### Work order
Nothing but the exact text of the entries should appear in your answer; pictures stay out.

### Data to process
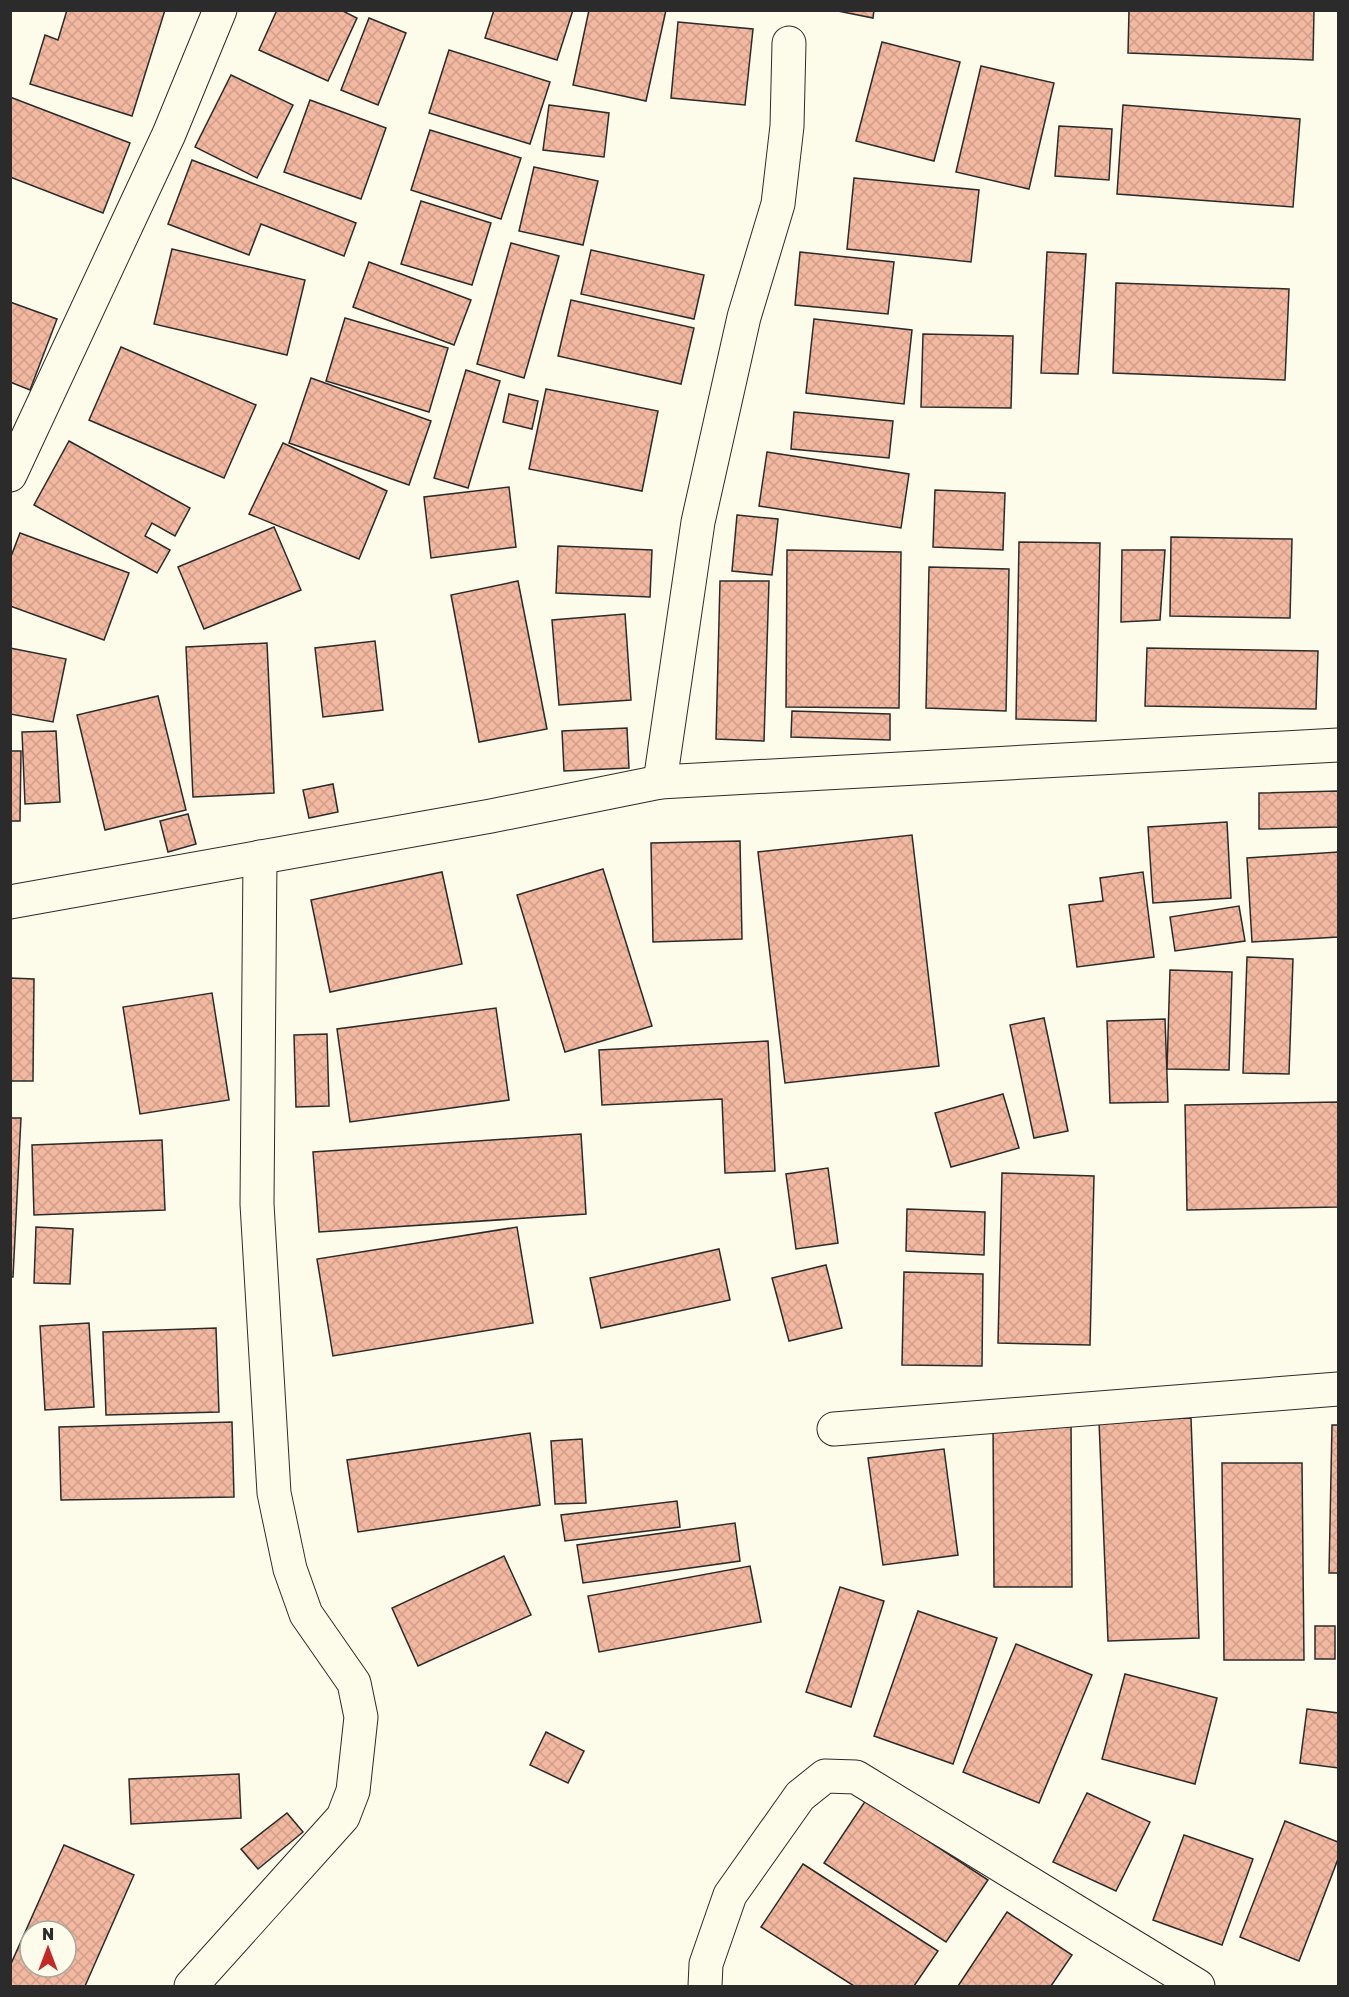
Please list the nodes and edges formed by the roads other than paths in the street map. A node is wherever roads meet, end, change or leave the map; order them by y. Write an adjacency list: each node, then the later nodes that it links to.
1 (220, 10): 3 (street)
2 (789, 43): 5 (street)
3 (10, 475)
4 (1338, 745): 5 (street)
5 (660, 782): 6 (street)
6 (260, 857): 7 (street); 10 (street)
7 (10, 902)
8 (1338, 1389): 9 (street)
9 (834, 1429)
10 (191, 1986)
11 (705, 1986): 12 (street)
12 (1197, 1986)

### Your response
Please list the nodes and edges formed by the roads other than paths in the street map. A node is wherever roads meet, end, change or leave the map; order them by y. Write an adjacency list: each node, then the later nodes that it links to.
1 (220, 10): 3 (street)
2 (789, 43): 5 (street)
3 (10, 475)
4 (1338, 745): 5 (street)
5 (660, 782): 6 (street)
6 (260, 857): 7 (street); 10 (street)
7 (10, 902)
8 (1338, 1389): 9 (street)
9 (834, 1429)
10 (191, 1986)
11 (705, 1986): 12 (street)
12 (1197, 1986)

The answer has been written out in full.